- [Assignment]
In the records below, find the lines that include "bends" and copy each.

- [Stored data]
= = = = = = =

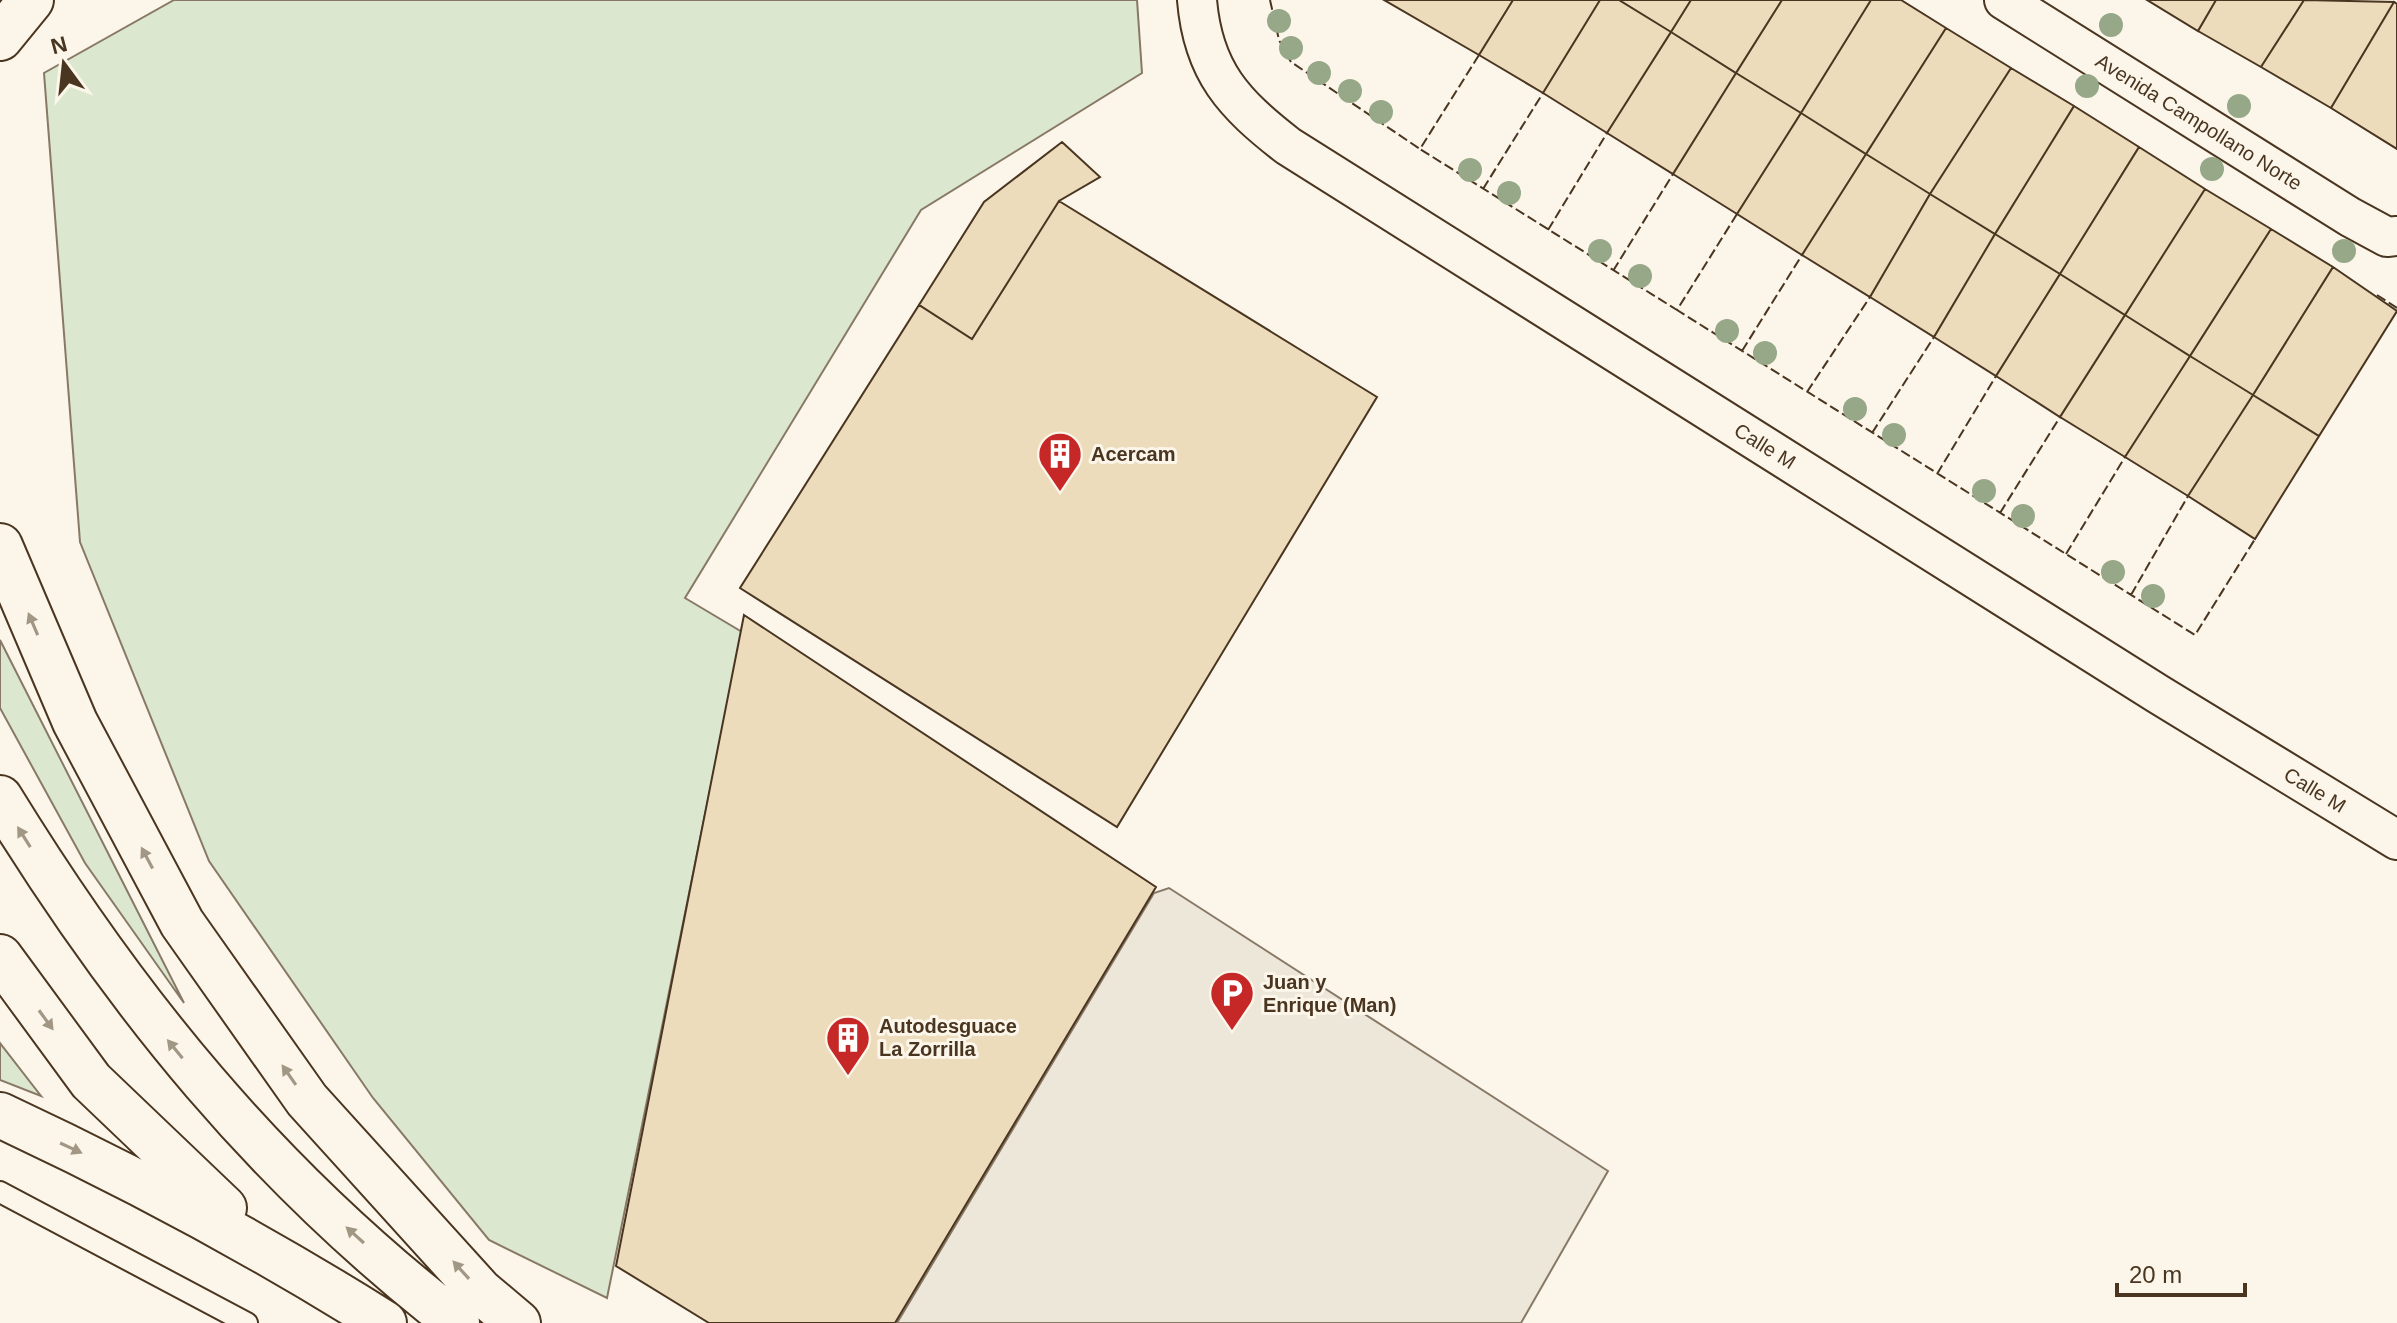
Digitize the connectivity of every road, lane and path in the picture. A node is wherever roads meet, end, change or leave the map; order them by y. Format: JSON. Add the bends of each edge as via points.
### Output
{"nodes":[{"id":1,"x":31,"y":0,"type":"edge"},
{"id":2,"x":1197,"y":0,"type":"edge"},
{"id":3,"x":2004,"y":0,"type":"edge"},
{"id":4,"x":0,"y":38,"type":"edge"},
{"id":5,"x":2397,"y":236,"type":"edge"},
{"id":6,"x":0,"y":546,"type":"edge"},
{"id":7,"x":0,"y":798,"type":"edge"},
{"id":8,"x":2397,"y":840,"type":"edge"},
{"id":9,"x":0,"y":957,"type":"edge"},
{"id":10,"x":0,"y":1115,"type":"edge"},
{"id":11,"x":0,"y":1192,"type":"edge"},
{"id":12,"x":275,"y":1254,"type":"junction"},
{"id":13,"x":247,"y":1323,"type":"edge"},
{"id":14,"x":384,"y":1323,"type":"edge"},
{"id":15,"x":457,"y":1323,"type":"edge"},
{"id":16,"x":518,"y":1323,"type":"edge"}],
"edges":[{"from":1,"to":4,"type":"highway"},
{"from":2,"to":8,"type":"street","name":"Calle M","via":[[1199,27],[1215,72],[1242,110],[1288,146]]},
{"from":3,"to":5,"type":"street","name":"Avenida Campollano Norte","via":[[2350,217],[2387,237]]},
{"from":16,"to":6,"type":"highway","one_way":true,"via":[[480,1291],[307,1100],[182,923],[75,722]]},
{"from":15,"to":7,"type":"highway","one_way":true,"via":[[277,1166],[179,1054],[98,951]]},
{"from":9,"to":12,"type":"highway","one_way":true,"via":[[91,1081]]},
{"from":10,"to":12,"type":"highway","one_way":true,"via":[[127,1174]]},
{"from":11,"to":13,"type":"lane"},
{"from":12,"to":14,"type":"highway"}]}
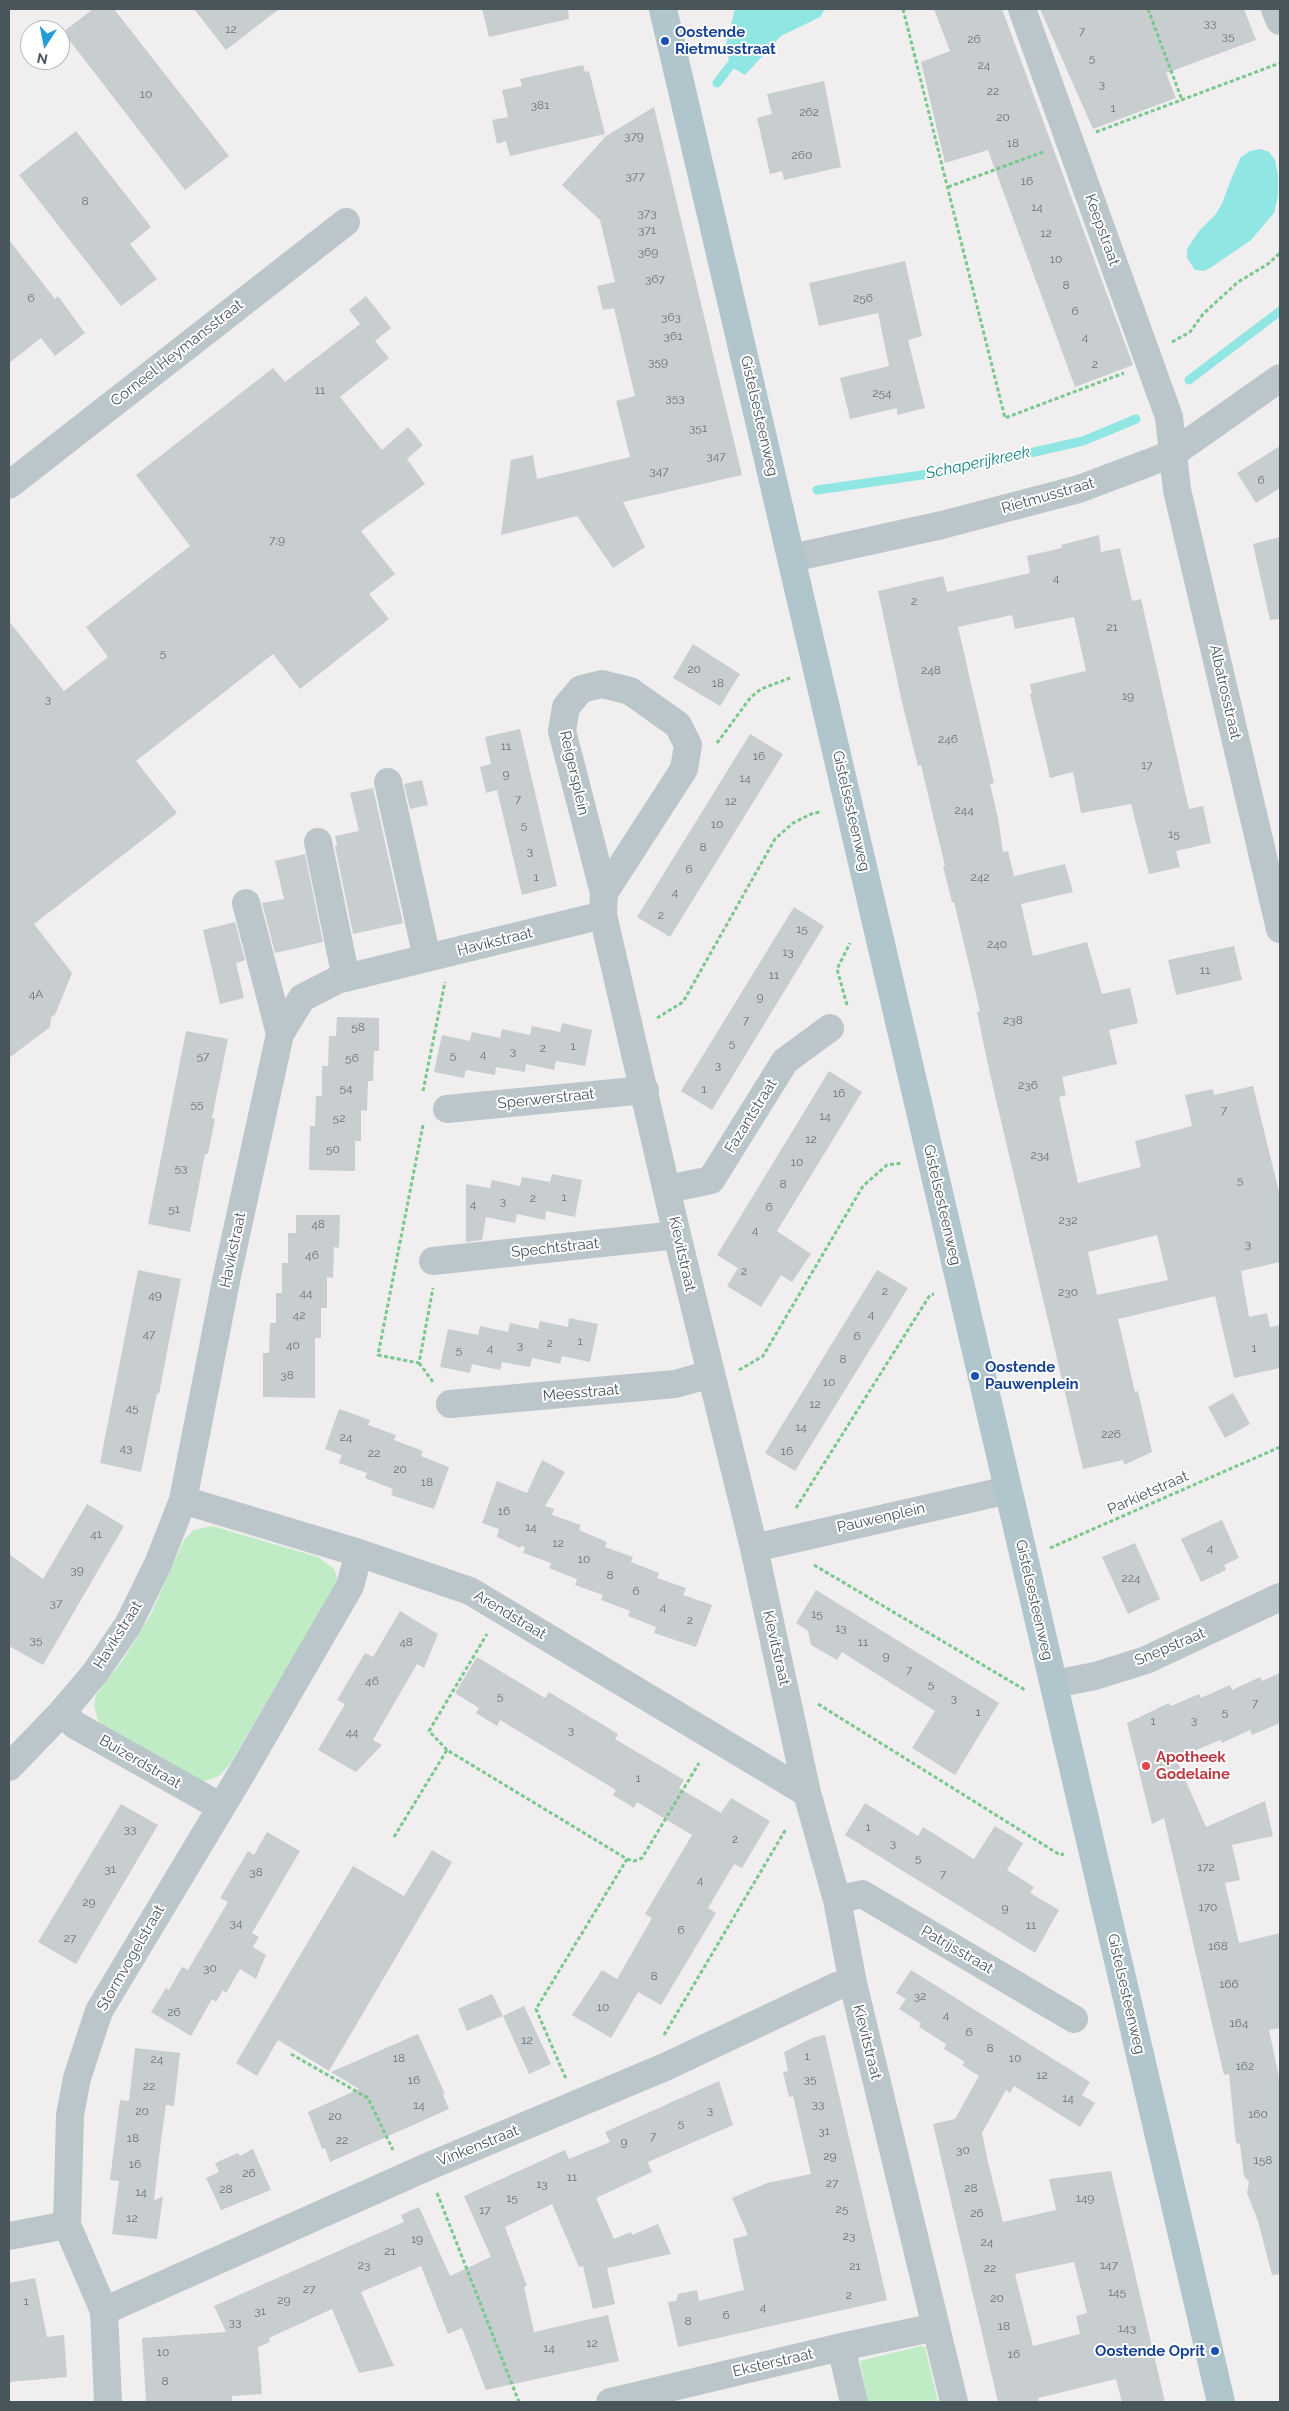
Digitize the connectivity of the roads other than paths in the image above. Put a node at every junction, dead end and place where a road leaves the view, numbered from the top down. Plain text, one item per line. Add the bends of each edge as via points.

= = = = = = =

- [Solution for this exercise]
Digitize the connectivity of every road, lane and path in the picture. A node is wherever roads meet, end, change or leave the map; order them by y. Format: JSON. Add the bends of each edge as via points.
Digitize the connectivity of the roads other than paths in the image above. Put a node at every junction, dead end and place where a road leaves the view, numbered from the top down. Plain text, one item per line. Add the bends of each edge as via points.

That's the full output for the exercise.